The key point is that the argument is only defined up to multiples of \(2\pi i\) so every \(z\) produces infinitely many values for \(\text{arg} (z)\). Because of this we will say that \(\text{arg} (z)\) is a multiple-valued function.

Note

In general a function should take just one value. What that means in practice is that whenever we use such a function will have to be careful to specify which of the possible values we mean. This is known as specifying a branch of the function.

Definition

By a branch of the argument function we mean a choice of range so that it becomes single-valued. By specifying a branch we are saying that we will take the single value of \(\text{arg} (z)\) that lies in the branch.

Let’s look at several different branches to understand how they work:

**(i).** If we specify the branch as \(0 \le \text{arg} (z) < 2\pi\) then we have the following arguments.

\(\text{arg} (1) = 0\); \(\text{arg} (i) = \pi /2\); \(\text{arg} (-1) = \pi \); \(\text{arg} (-i) = 3 \pi /2\)

This branch and these points are shown graphically in Figure (i) below.

Figure (i): The branch \(0 \le \text{arg} (z) < 2\pi\) of \text{arg} (z)\).

Notice that if we start at \(z = 1\) on the positive real axis we have \(\text{arg} (z) = 0\). Then \(\text{arg} (z)\) increases as we move counterclockwise around the circle. The argument is continuous until we get back to the positive real axis. There it jumps from almost \(2 \pi\) back to 0.

There is no getting around (no pun intended) this discontinuity. If we need \(\text{arg} (z)\) to be continuous we will need to remove (cut) the points of discontinuity out of the domain. The branch cut for this branch of \(\text{arg} (z)\) is shown as a thick orange line in the figure. If we make the branch cut then the domain for \(\text{arg} (z)\) is the plane minus the cut, i.e. we will only consider \(\text{arg} (z)\) for \(z\) not on the cut.

For future reference you should note that, on this branch, \(\text{arg} (z)\) is continuous near the negative real axis, i.e. the arguments of nearby points are close to each other.

**(ii).** If we specify the branch as \(-\pi < \text{arg} (z) \le \pi\) then we have the following arguments:

\(\text{arg} (1) = 0\); \(\text{arg} (i) = \pi /2\); \(\text{arg} (-1) = \pi\); \(\text{arg} (-i) = -\pi /2\)

This branch and these points are shown graphically in Figure (ii) below.

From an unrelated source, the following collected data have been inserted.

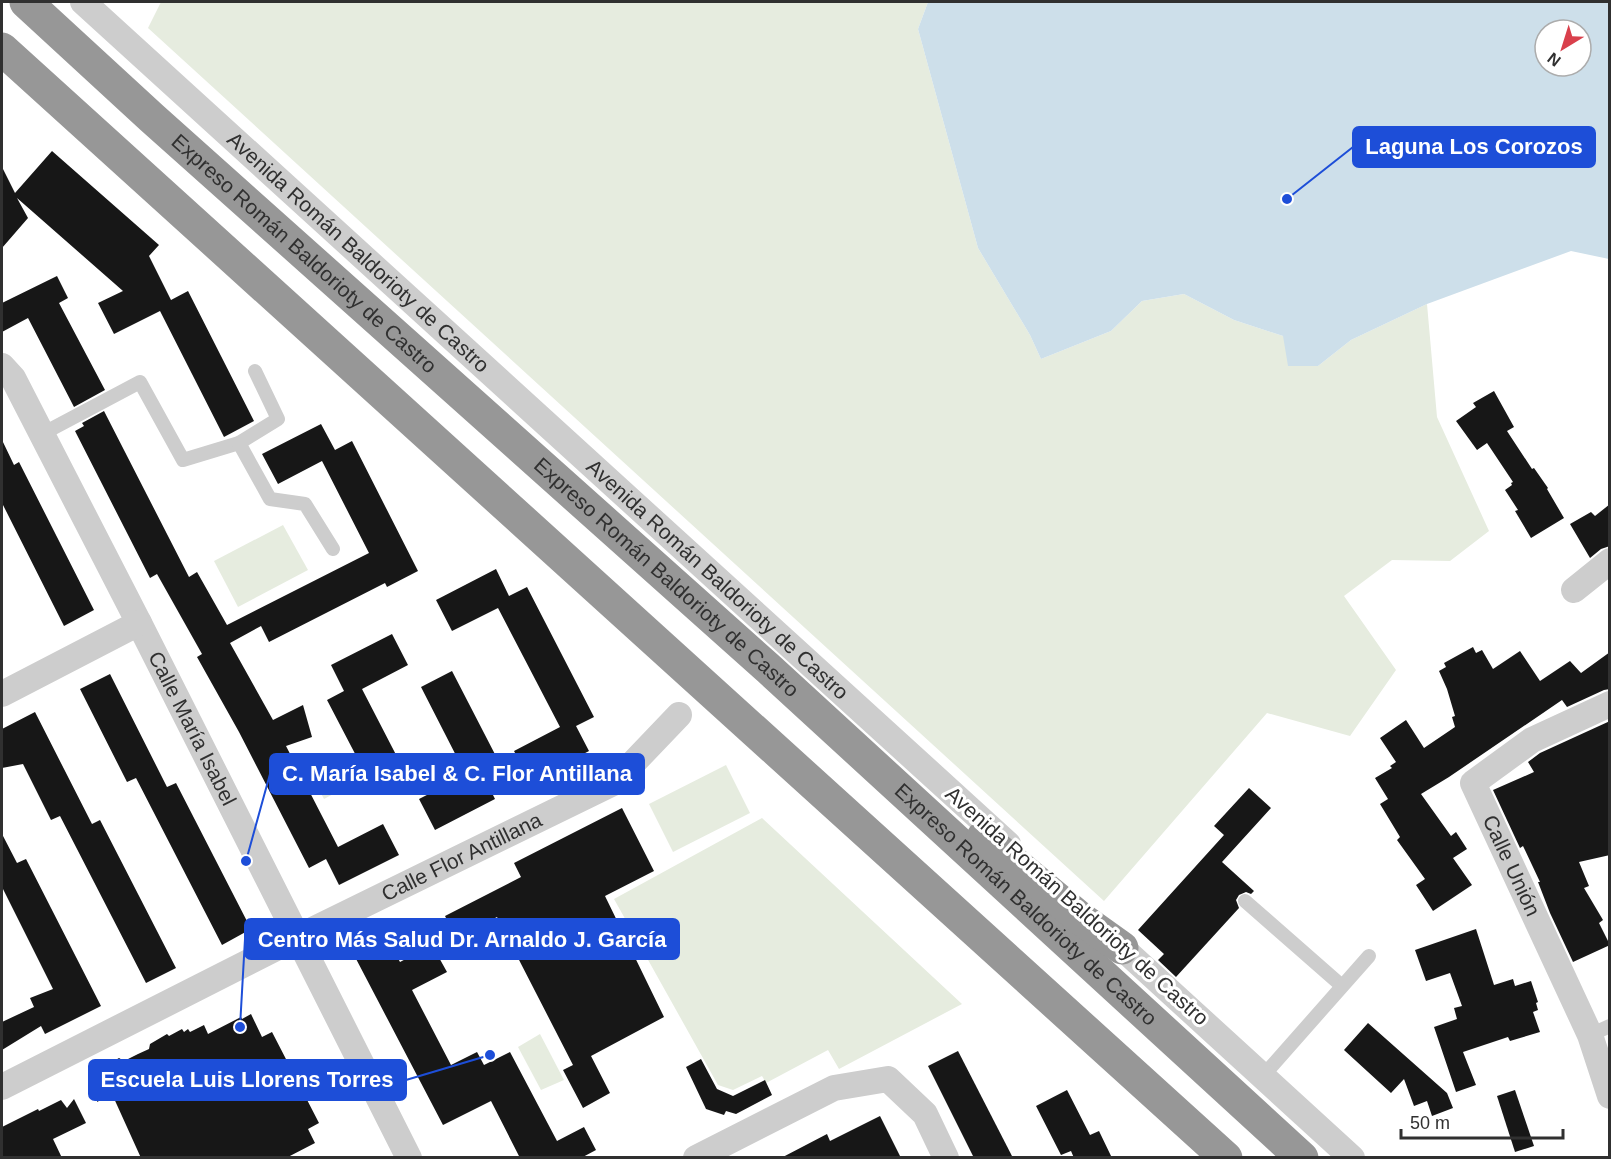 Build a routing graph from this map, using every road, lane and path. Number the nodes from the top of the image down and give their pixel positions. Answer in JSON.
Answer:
{"nodes":[{"id":1,"x":26,"y":2,"type":"edge"},
{"id":2,"x":83,"y":2,"type":"edge"},
{"id":3,"x":2,"y":49,"type":"edge"},
{"id":4,"x":2,"y":366,"type":"edge"},
{"id":5,"x":255,"y":371,"type":"dead end"},
{"id":6,"x":42,"y":434,"type":"junction"},
{"id":7,"x":239,"y":443,"type":"junction"},
{"id":8,"x":333,"y":549,"type":"dead end"},
{"id":9,"x":1610,"y":561,"type":"edge"},
{"id":10,"x":1574,"y":590,"type":"dead end"},
{"id":11,"x":139,"y":623,"type":"junction"},
{"id":12,"x":769,"y":669,"type":"junction"},
{"id":13,"x":2,"y":694,"type":"edge"},
{"id":14,"x":1610,"y":704,"type":"edge"},
{"id":15,"x":679,"y":715,"type":"dead end"},
{"id":16,"x":1245,"y":901,"type":"dead end"},
{"id":17,"x":298,"y":937,"type":"junction"},
{"id":18,"x":1122,"y":948,"type":"junction"},
{"id":19,"x":1369,"y":956,"type":"dead end"},
{"id":20,"x":1342,"y":986,"type":"junction"},
{"id":21,"x":1600,"y":1031,"type":"edge"},
{"id":22,"x":1263,"y":1076,"type":"junction"},
{"id":23,"x":2,"y":1087,"type":"edge"},
{"id":24,"x":1610,"y":1096,"type":"edge"},
{"id":25,"x":409,"y":1158,"type":"edge"},
{"id":26,"x":696,"y":1158,"type":"edge"},
{"id":27,"x":946,"y":1158,"type":"edge"},
{"id":28,"x":1226,"y":1158,"type":"edge"},
{"id":29,"x":1302,"y":1158,"type":"edge"},
{"id":30,"x":1352,"y":1158,"type":"edge"}],
"edges":[{"from":1,"to":12,"type":"highway","name":"Expreso Román Baldorioty de Castro"},
{"from":2,"to":18,"type":"street","name":"Avenida Román Baldorioty de Castro"},
{"from":3,"to":28,"type":"highway"},
{"from":4,"to":6,"type":"street","name":"Calle María Isabel"},
{"from":5,"to":7,"type":"lane"},
{"from":6,"to":7,"type":"lane"},
{"from":6,"to":11,"type":"street","name":"Calle María Isabel"},
{"from":7,"to":8,"type":"lane"},
{"from":9,"to":10,"type":"street"},
{"from":11,"to":13,"type":"street"},
{"from":11,"to":17,"type":"street","name":"Calle María Isabel"},
{"from":12,"to":18,"type":"highway"},
{"from":12,"to":29,"type":"highway","name":"Expreso Román Baldorioty de Castro"},
{"from":14,"to":21,"type":"street","name":"Calle Unión"},
{"from":15,"to":17,"type":"street","name":"Calle Flor Antillana"},
{"from":16,"to":20,"type":"lane"},
{"from":17,"to":23,"type":"street","name":"Calle Flor Antillana"},
{"from":17,"to":25,"type":"street","name":"Calle María Isabel"},
{"from":18,"to":22,"type":"street","name":"Avenida Román Baldorioty de Castro"},
{"from":19,"to":20,"type":"lane"},
{"from":20,"to":22,"type":"lane"},
{"from":21,"to":24,"type":"street","name":"Calle Unión"},
{"from":22,"to":30,"type":"street","name":"Avenida Román Baldorioty de Castro"},
{"from":26,"to":27,"type":"street"}]}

Figure (ii): The branch \(-\pi < \text{arg} (z) \le \pi\) of \(\text{arg} (z)\).

Compare Figure (ii) with Figure (i). The values of \(\text{arg} (z)\) are the same in the upper half plane, but in the lower half plane they differ by \(2 \pi\).

For this branch the branch cut is along the negative real axis. As we cross the branch cut the value of \(\text{arg} (z)\) jumps from \(\pi\) to something close to \(-\pi\).

**(iii).** Figure (iii) shows the branch of \(\text{arg} (z)\) with \(\pi /4 \le \text{arg} (z) < 9 \pi /4\).

Figure (iii): The branch \(\pi /4 \le \text{arg} (z) < 9 \pi /4\) of \(\text{arg} (z)\).

Notice that on this branch \(\text{arg} (z)\) is continuous at both the positive and negative real axes. The jump of \(2\pi \) occurs along the ray at angle \(\pi /4\).

**(iv)**. Obviously, there are many many possible branches. For example,

\(42 < \text{arg} (z) \le 42 + 2\pi \).

**(v). **We won’t make use of this in 18.04, but, in fact, the branch cut doesn’t have to be a straight line. Any curve that goes from the origin to infinity will do. The argument will be continuous except for a jump by \(2 \pi\) when \(z\) crosses the branch cut.

## The principal branch of \(\text{arg} (z)\)

Branch (ii) in the previous section is singled out and given a name:

Definition

The branch \(-\pi < \text{arg} (z) \le \pi\) is called the principal branch of \(\text{arg} (z)\). We will use the notation \(\text{Arg} (z)\) (capital A) to indicate that we are using the principal branch. (Of course, in cases where we don’t want there to be any doubt we will say explicitly that we are using the principal branch.)

## Continuity of \(\text{arg} (z)\)

The examples above show that there is no getting around the jump of \(2 \pi\) as we cross the branch cut. This means that when we need \(\text{arg} (z)\) to be continuous we will have to restrict its domain to the plane minus a branch cut.